The results of the data assembled by Atay et al should be carefully considered, but the limitations of the study are significant. It must be recognized that the patients did not come from office-based or community-based practices, but instead were referred from within university or teaching hospital environments, the period of observation was quite short, and the volume of patients was relatively small. The study focused only on dabigatran and did not include any of the other new anticoagulants such as rivaroxaban. Finally, the many reasons for slow adoption and cautious prescription of novel anticoagulants must be recognized. For example, the observed comparitive benefits of the newer anticoagulant agents would diminish when warfarin was well-managed.5 Also, there are concerns regarding the lack of specific reversal agents for the newer anticoagulants. Concerns also initially existed regarding an increase in cerebral bleeding episodes when taking the newer agents compared with what would be expected with warfarin, although the FDA recently indicated that bleeding rates associated with dabigatran did not appear to be higher than the bleeding rates associated with warfarin use.5 Furthermore, since medication adherence rates for patients with chronic disease states are extremely low,7 in the range of 43-78%, and without the regular prothrombin time management needed for patients on warfarin therapy, physicians have no way of assessing whether the patients are really taking the newer anticoagulants as prescribed.
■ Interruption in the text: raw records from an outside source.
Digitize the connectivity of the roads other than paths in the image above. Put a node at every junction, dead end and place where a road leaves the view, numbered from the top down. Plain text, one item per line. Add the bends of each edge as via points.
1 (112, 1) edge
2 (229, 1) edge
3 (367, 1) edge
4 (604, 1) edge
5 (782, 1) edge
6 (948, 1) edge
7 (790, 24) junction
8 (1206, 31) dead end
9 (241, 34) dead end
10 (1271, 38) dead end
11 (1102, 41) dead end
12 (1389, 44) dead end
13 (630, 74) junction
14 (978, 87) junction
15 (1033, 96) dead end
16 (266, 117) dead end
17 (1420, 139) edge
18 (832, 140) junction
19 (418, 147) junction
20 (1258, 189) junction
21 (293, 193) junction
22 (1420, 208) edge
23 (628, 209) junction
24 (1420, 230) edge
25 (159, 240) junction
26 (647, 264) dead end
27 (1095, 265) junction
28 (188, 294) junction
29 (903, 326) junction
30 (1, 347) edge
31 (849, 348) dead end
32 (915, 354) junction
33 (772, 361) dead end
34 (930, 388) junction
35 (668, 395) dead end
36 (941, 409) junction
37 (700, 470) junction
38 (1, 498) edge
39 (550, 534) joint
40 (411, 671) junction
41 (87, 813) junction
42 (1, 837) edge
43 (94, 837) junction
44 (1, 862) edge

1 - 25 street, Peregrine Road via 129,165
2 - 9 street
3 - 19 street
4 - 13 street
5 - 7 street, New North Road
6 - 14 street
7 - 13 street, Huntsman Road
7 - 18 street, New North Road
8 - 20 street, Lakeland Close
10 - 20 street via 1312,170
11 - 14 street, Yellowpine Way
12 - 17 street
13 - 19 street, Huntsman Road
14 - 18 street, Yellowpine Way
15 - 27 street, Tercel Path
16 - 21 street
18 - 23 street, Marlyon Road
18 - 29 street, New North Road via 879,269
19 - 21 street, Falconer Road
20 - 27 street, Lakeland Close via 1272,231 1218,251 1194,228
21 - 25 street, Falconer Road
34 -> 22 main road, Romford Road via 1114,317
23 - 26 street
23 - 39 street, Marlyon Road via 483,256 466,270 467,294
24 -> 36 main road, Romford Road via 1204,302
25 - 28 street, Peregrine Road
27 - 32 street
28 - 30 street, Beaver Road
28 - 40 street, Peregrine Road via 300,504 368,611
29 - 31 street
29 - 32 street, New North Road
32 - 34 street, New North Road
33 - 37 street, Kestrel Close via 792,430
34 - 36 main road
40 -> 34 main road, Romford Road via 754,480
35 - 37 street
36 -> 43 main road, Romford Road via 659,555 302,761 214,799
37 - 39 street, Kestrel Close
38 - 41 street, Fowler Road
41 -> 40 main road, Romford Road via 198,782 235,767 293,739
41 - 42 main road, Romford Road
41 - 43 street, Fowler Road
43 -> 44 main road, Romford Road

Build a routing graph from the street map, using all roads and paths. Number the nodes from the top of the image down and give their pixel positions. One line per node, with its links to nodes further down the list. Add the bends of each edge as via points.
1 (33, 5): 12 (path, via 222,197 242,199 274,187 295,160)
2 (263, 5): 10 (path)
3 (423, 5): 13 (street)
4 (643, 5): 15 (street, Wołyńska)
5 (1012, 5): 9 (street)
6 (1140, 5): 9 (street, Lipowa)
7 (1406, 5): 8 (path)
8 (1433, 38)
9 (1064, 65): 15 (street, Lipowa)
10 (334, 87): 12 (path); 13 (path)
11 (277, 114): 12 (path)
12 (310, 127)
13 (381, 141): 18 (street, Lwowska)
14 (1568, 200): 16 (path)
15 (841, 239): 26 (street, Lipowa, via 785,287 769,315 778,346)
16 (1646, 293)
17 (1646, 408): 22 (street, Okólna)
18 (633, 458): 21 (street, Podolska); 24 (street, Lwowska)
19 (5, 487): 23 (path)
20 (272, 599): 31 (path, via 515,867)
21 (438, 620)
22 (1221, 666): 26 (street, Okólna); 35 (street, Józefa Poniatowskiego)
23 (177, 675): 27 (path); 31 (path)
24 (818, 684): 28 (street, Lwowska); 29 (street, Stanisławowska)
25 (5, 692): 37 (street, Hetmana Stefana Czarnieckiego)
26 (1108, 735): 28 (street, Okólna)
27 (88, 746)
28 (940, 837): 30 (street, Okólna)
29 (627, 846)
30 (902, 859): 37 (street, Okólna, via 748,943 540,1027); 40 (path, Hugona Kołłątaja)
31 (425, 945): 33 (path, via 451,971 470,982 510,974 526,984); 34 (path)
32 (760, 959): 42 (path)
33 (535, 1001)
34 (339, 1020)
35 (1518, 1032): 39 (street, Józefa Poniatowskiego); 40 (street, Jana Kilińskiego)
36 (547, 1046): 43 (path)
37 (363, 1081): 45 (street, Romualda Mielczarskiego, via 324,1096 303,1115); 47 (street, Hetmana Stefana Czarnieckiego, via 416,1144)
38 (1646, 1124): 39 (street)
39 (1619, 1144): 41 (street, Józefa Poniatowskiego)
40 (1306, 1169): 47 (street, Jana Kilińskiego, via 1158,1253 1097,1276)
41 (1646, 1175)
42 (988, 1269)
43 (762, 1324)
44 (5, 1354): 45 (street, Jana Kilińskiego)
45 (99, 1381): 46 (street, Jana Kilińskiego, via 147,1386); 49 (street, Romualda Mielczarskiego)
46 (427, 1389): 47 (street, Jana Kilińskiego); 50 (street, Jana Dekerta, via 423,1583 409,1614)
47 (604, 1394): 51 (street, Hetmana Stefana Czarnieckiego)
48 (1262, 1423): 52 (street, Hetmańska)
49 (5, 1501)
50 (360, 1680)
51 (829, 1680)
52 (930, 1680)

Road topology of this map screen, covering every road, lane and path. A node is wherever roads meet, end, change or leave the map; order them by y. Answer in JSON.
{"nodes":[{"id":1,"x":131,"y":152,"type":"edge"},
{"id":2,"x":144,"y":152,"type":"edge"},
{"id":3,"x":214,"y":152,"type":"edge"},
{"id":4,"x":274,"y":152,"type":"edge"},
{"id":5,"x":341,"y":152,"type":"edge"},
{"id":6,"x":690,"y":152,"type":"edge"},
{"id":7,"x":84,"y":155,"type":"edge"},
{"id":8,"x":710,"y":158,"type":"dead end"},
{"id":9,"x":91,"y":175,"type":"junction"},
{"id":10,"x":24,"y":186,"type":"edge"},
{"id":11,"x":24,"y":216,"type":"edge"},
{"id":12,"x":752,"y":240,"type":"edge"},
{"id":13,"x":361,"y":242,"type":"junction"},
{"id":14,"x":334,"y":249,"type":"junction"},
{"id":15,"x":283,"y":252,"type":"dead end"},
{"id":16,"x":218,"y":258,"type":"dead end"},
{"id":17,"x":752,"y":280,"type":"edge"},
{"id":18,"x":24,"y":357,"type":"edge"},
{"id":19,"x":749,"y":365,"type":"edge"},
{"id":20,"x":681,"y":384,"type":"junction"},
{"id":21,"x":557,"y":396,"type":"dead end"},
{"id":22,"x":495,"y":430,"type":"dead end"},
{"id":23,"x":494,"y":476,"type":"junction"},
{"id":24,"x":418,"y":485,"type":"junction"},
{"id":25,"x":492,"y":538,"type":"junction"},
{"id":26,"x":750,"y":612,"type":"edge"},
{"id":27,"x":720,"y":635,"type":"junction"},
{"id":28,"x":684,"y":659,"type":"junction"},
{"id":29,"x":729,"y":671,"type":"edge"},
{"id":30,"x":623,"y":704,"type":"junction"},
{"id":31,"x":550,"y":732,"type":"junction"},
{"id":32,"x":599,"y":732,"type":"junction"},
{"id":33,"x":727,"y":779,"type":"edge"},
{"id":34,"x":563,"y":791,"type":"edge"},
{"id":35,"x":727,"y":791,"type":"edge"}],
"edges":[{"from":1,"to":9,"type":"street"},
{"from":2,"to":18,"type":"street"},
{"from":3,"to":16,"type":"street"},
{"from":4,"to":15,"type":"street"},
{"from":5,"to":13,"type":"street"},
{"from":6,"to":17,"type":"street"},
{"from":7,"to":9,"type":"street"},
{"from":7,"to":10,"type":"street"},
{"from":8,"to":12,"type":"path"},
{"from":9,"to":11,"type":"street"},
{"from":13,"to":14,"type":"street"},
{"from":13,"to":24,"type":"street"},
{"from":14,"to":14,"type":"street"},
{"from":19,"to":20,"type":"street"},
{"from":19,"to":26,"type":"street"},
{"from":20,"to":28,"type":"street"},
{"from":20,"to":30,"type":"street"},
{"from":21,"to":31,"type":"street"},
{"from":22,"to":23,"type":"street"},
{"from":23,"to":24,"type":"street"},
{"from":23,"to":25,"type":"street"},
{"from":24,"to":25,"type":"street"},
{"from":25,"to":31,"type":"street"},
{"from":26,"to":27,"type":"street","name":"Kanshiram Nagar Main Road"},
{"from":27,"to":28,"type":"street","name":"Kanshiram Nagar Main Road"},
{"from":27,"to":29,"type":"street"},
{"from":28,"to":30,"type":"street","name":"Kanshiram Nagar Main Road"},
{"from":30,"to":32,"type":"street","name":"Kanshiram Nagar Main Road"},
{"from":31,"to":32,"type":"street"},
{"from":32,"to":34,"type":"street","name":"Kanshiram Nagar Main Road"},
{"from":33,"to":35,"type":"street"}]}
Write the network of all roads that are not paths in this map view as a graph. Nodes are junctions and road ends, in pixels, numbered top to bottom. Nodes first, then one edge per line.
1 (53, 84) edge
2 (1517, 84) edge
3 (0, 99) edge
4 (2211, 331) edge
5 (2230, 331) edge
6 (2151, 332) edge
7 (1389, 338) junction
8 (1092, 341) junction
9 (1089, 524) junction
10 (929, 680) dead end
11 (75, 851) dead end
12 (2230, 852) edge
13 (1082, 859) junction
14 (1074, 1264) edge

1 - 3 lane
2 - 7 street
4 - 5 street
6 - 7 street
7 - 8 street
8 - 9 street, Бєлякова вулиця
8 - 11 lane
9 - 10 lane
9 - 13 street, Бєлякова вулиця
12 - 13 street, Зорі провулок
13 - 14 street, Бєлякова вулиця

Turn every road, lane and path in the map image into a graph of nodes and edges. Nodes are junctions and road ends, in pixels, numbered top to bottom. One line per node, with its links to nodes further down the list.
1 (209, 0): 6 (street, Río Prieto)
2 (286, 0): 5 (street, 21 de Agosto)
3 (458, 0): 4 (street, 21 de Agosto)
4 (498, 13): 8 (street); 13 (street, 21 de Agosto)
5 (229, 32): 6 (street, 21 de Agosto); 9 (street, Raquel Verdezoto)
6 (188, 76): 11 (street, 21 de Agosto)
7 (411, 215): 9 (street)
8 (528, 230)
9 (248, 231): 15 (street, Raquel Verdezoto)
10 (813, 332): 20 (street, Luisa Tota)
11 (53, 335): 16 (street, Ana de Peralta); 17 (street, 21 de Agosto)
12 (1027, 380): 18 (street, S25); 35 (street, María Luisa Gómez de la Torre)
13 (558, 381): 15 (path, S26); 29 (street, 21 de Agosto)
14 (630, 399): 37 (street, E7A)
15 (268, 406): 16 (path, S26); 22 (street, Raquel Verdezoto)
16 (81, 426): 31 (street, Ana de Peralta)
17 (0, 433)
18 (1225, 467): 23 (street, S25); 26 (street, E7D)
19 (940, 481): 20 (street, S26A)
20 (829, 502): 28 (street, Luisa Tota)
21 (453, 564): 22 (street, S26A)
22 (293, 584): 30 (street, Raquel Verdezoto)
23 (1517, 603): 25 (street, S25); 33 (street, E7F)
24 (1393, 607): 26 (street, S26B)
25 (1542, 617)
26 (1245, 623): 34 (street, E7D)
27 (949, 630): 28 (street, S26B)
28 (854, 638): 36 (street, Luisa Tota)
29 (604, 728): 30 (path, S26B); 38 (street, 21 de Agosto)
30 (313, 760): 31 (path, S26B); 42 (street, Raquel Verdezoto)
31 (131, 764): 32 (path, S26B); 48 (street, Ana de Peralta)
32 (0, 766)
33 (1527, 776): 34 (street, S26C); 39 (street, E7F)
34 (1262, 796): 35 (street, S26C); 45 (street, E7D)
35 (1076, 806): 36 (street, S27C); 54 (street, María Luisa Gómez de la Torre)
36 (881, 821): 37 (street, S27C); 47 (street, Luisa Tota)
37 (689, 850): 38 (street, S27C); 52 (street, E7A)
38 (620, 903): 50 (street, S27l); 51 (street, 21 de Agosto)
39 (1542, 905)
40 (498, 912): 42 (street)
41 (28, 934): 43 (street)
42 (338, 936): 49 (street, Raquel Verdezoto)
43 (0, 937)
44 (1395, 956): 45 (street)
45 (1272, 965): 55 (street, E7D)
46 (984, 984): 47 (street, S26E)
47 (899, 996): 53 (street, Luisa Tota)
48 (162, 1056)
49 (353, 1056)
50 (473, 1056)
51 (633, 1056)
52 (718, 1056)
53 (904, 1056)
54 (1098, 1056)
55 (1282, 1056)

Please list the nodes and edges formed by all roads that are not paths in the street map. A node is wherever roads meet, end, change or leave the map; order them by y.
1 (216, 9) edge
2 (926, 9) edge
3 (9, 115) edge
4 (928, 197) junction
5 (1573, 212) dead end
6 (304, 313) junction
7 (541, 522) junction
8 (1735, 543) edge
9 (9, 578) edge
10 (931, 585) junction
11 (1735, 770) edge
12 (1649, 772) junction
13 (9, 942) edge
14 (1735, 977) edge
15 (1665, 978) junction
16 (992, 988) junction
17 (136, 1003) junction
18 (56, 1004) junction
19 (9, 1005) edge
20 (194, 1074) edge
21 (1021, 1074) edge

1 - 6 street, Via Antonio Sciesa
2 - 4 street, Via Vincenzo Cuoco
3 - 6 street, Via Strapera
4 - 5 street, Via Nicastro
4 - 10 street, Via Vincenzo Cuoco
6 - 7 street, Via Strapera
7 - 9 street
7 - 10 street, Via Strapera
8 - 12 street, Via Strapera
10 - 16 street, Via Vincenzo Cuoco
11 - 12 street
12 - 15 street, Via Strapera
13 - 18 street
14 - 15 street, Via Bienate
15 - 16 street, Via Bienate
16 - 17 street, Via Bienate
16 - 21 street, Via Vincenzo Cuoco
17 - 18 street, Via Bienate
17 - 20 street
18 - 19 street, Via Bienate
Finally, it should be recognized that dabigatran has a much shorter half-life than warfarin and, therefore, a missed dose of the newer agents will leave the patient unprotected from stroke risk.
Obviously, it’s much more convenient for AF patients to use one of the newer anticoagulant agents. However, for the many reasons outlined above, patients should be carefully selected and fully informed on how important it is for them to take their medications regularly as prescribed. As more data become available from the use of these novel agents in office-based patients from the several large observational studies that are now in progress, it is very likely that warfarin use will decrease, despite the limitations of the newer anticoagulant agents outlined above and the increased cost of these newer agents which, incidentally, will probably diminish as more of them become available.
- Connolly SJ, et al. Dabigatran versus warfarin in patients with atrial fibrillation. N Engl J Med 2009;361: 1139-1151.
- Garcia D, et al. The new oral anticoagulants. Blood 2010;115:15-20.
- Schwartz NE, et al. Dabigatran challenges warfarin’s superiority for stroke protection in atrial fibrillation. Stroke 2010;41:1307-1309.
- Atay JK, et al. Effect of dabigatran on referrals to and switching from warfarin in two academic anticoagulation management services. Am J Cardiol 2013;112:387-389.
- United States Food and Drug Administration. Pradaxa (dabigatran etexilate mesylate): Drug Safety Communication — Safety Review of Post-Market Reports of Serious Bleeding Events. Available at: http://www.fda.gov/safety/medwatch/safetyinformation/safetyalertsforhumanmedicalproducts/ucm282820.htm. Accessed
on September 18, 2013.
- Eerenberg ES, et al. Reversal of rivaroxaban and dabigatran by prothrombin complex concentrate. Circulation 2011;124:1573-1579.
- Osterberg L, et al. Adherence to medication. N Engl J Med 2005;353:487-497.